Many financial advisors recommend that their clients make powers of attorney for property and personal care, and so are drawn into discussions about end-of-life care. Many of those discussions will now include Canada's proposed "Medical Assistance in Dying" legislation. The debate over the adequacy of the law on assisted dying is causing people to become confused about the law governing end-of-life treatment. The federal law on assisted dying is quite literally up for debate: Ontario's law about end-of-life treatment is settled and clear. Mentally capable people have the right to refuse life sustaining treatment. People over age 16 can, in advance of need, express legally binding decisions to refuse life sustaining treatment. "Advance wishes" are often incorporated in "Powers of Attorney for Personal Care." These powers can be used to appoint an Attorney to make treatment decisions if the maker of the power becomes mentally incapable AND to express legally binding advance wishes on consent to or refusal of particular treatments.
The take away lessons are:
- Mentally capable people have the right to refuse life sustaining treatment.
- People over 16 can express legally binding advance wishes regarding treatment acceptance or refusal in a power of attorney for personal care.

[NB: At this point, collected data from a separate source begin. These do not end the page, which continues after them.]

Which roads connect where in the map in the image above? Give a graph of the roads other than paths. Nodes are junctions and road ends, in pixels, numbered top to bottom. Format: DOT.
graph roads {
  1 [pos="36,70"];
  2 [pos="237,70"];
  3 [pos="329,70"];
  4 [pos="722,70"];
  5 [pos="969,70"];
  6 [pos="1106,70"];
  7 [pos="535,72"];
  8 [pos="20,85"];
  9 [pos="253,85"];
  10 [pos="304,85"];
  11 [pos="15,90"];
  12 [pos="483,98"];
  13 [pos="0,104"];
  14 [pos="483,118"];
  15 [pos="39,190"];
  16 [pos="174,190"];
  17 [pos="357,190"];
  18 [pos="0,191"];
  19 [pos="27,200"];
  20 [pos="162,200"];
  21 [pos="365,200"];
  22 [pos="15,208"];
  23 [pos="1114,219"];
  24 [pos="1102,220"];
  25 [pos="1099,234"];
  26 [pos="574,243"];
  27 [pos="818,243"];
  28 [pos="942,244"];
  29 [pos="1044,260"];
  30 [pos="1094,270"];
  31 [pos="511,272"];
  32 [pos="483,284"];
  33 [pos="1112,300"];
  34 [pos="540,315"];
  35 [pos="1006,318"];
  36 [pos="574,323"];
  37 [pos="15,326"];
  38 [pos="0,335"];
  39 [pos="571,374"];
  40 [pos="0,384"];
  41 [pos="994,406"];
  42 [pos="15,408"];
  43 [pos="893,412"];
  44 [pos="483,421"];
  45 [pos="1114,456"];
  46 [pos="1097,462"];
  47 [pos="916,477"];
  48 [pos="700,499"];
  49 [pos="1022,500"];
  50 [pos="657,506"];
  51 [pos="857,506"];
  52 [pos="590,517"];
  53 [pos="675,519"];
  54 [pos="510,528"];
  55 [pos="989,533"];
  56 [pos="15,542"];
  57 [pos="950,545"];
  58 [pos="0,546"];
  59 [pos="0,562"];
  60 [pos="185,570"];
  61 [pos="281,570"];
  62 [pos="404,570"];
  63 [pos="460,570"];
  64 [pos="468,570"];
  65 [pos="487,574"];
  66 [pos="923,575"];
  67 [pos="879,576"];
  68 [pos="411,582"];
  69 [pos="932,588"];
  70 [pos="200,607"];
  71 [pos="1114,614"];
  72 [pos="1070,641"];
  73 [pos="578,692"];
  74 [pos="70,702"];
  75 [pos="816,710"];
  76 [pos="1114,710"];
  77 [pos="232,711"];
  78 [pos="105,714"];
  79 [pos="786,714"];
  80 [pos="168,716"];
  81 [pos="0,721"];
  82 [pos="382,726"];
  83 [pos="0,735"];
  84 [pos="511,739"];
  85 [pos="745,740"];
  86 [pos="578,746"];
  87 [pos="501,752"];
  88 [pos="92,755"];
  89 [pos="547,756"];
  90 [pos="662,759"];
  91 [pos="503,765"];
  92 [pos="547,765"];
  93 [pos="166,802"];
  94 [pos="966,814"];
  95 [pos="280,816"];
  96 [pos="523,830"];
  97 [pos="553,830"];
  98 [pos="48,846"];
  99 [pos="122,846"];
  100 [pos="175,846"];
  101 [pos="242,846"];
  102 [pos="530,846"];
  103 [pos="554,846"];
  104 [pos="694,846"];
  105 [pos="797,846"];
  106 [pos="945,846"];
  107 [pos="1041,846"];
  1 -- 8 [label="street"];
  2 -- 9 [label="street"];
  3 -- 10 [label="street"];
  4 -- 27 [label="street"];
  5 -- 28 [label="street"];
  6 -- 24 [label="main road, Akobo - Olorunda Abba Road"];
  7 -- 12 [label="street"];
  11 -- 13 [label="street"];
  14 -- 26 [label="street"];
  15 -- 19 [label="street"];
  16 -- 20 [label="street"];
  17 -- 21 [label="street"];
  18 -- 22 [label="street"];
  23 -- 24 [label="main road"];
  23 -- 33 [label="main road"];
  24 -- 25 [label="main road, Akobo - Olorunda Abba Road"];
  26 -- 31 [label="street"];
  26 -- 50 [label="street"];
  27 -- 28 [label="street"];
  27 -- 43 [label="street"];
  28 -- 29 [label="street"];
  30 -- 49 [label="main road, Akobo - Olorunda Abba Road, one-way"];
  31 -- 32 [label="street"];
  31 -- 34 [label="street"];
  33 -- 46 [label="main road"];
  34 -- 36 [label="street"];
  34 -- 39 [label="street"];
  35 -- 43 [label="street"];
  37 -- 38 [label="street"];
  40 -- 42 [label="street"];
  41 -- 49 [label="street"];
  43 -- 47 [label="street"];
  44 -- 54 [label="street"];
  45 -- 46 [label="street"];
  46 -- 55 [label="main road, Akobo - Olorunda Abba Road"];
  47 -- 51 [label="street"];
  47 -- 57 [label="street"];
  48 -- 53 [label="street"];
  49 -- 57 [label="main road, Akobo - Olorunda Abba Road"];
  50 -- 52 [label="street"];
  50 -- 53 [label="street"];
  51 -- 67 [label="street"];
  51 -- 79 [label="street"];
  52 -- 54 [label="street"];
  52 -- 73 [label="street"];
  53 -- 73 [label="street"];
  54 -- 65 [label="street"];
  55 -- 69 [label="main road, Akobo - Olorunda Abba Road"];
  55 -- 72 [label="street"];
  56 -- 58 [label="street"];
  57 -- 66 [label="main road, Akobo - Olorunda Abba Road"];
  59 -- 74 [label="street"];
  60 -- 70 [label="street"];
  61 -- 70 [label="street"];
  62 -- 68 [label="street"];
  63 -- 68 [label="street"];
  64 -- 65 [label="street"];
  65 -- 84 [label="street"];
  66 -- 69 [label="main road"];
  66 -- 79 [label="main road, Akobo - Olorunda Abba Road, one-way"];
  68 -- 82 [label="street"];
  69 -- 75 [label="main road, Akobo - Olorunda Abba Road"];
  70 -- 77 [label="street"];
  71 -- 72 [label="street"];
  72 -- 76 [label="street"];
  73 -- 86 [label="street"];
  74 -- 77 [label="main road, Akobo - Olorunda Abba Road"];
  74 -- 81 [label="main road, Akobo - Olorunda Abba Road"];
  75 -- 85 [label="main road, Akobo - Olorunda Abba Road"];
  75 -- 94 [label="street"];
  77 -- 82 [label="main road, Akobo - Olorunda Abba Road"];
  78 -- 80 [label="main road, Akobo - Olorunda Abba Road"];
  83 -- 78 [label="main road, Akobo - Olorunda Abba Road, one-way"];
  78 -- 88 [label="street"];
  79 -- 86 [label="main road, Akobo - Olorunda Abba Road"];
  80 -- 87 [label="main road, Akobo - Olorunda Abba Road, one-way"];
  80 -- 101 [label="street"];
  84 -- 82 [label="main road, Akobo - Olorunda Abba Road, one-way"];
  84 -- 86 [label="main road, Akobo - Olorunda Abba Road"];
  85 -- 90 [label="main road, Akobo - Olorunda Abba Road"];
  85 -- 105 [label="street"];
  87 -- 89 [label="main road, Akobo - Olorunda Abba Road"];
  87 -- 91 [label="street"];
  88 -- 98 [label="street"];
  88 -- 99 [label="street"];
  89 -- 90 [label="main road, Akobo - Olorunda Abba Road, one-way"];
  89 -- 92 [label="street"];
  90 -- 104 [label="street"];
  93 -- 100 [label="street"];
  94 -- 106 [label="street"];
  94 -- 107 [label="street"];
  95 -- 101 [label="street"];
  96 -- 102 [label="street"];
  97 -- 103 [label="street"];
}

- People should openly discuss their advance wishes with their attorneys for personal care. They should also make sure that the attorney can be found quickly in an emergency and has access to the power of attorney document.
- As currently drafted the proposed amendments to the Criminal Code do not allow people to empower an attorney to consent to assisted death on their behalf. Whether people should be allowed to do so is contentious, and the law could change as it is debated in Parliament.